For much of the past year, self-setting clocks on some videocassette recorders (VCRs) around the United States were showing the wrong time. In portions of the San Francisco Bay area, the clocks were 24 minutes fast. In other parts of the country, they were 1, 2, or 3 hours slow.

Affected VCRs could not be programmed to record television shows when the codes published in program guides were used, and users trying to program their VCRs manually had to recalculate program times by taking the time errors into consideration.

The hunt for the source of the errors is a quirky tale that shows that for even simple systems to work correctly, every link in the chain that connects them to the user must be checked and double-checked. The story also is ironic, in that the "flashing 12:00" of VCRs came, over the years, to be used as a symbol of technologies made too complex. But the autoclock feature that fixed the VCR's flashing 12:00 added problems of its own.

The problems started a year or more ago, but took a long time to be discovered because, it turns out, while thousands of users were affected by the errors, few noticed or cared. (Perhaps the rest were accustomed to VCR-clocks that blink 12:00.)
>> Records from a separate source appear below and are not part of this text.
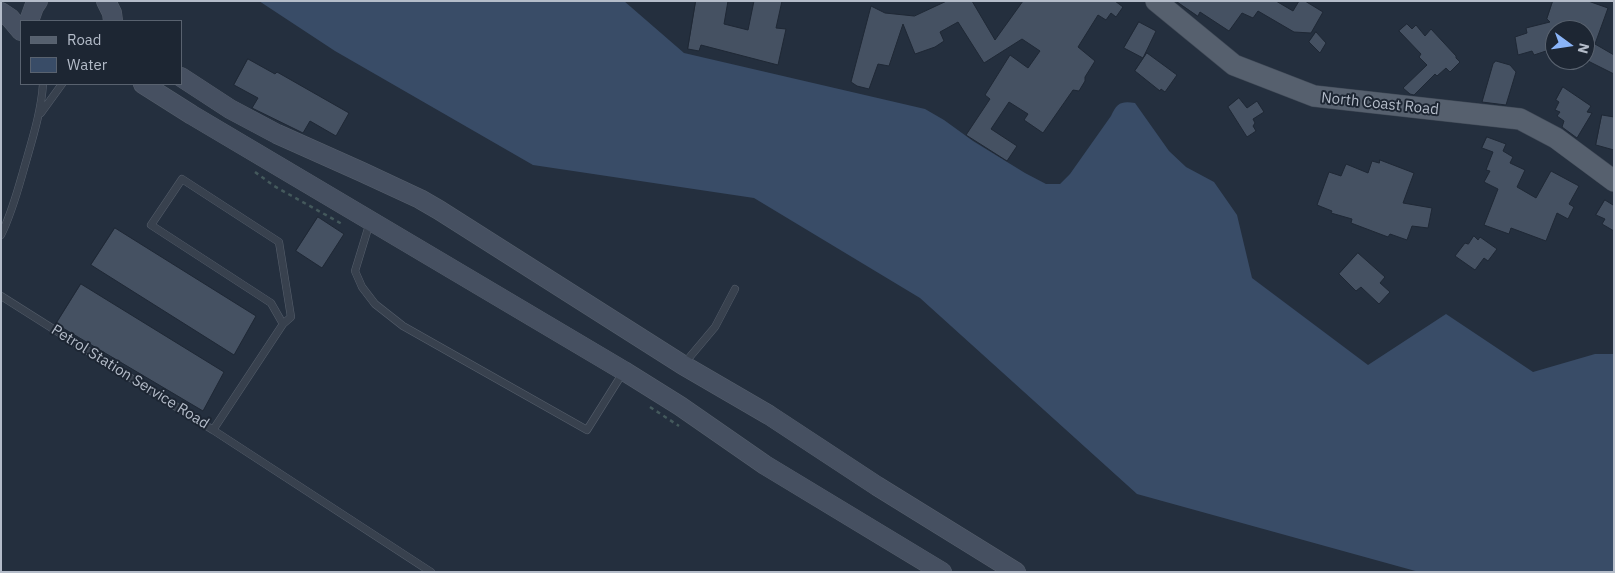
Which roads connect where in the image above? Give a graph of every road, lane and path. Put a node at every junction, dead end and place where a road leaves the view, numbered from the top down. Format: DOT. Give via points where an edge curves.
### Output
graph roads {
  1 [pos="38,1"];
  2 [pos="1156,1"];
  3 [pos="1,12"];
  4 [pos="29,20"];
  5 [pos="20,30"];
  6 [pos="182,78"];
  7 [pos="43,85"];
  8 [pos="61,85"];
  9 [pos="145,85"];
  10 [pos="38,118"];
  11 [pos="252,170"];
  12 [pos="1614,181"];
  13 [pos="368,229"];
  14 [pos="1,235"];
  15 [pos="735,290"];
  16 [pos="1,296"];
  17 [pos="283,324"];
  18 [pos="683,365"];
  19 [pos="624,371"];
  20 [pos="648,406"];
  21 [pos="681,428"];
  22 [pos="213,430"];
  23 [pos="431,572"];
  24 [pos="942,572"];
  25 [pos="1016,572"];
  1 -- 4 [label="street"];
  2 -- 12 [label="main road, North Coast Road" via="1234,65 1314,96 1520,119 1556,138"];
  3 -- 5 [label="street"];
  6 -- 18 [label="street" via="277,134 439,210"];
  7 -- 10 [label="lane"];
  8 -- 10 [label="lane"];
  9 -- 13 [label="street"];
  10 -- 14 [label="lane"];
  11 -- 13 [label="path" via="274,186"];
  13 -- 19 [label="street"];
  13 -- 19 [label="lane" via="354,271 375,304 403,326 587,430"];
  15 -- 18 [label="lane" via="715,326"];
  16 -- 22 [label="lane, Petrol Station Service Road"];
  17 -- 17 [label="lane, Petrol Station Service Road" via="271,303 151,226 182,180 279,242 291,317"];
  17 -- 22 [label="lane, Petrol Station Service Road"];
  18 -- 25 [label="street" via="769,415"];
  19 -- 24 [label="street" via="765,464"];
  20 -- 21 [label="path"];
  22 -- 23 [label="lane"];
}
"If we get an inordinate amount of calls to our customer service center about a specific problem, we are flagged that something is wrong," said Tom Hantson, Panasonic Corp.'s national product manager for VCRs, in Secaucus, N.J. "Even though this had been going on for as much as a year, that didn't happen. Perhaps that means that not as many people are using their timers as we had thought."

It took an enterprising newspaper columnist, David L. Wilson, of the San Jose Mercury News, along with an annoyed consumer complaining about his VCR problems, to bring these clock faults out of the dark and identify, eventually, one source of the failures.

In July, Wilson heard from a reader who had returned two VCRs because of autoclock problems--the clocks on both VCRs ran 24 minutes fast. Did Wilson know what was wrong?

Wilson called the manufacturer's technology support line, and was told that the problem must be a bad timing signal from a Public Broadcasting Service (PBS) station (which turned out to be the right answer). He then called a few certified repair shops. Their response was it must be a chip problem. He then talked to executives at the VCR manufacturer's headquarters.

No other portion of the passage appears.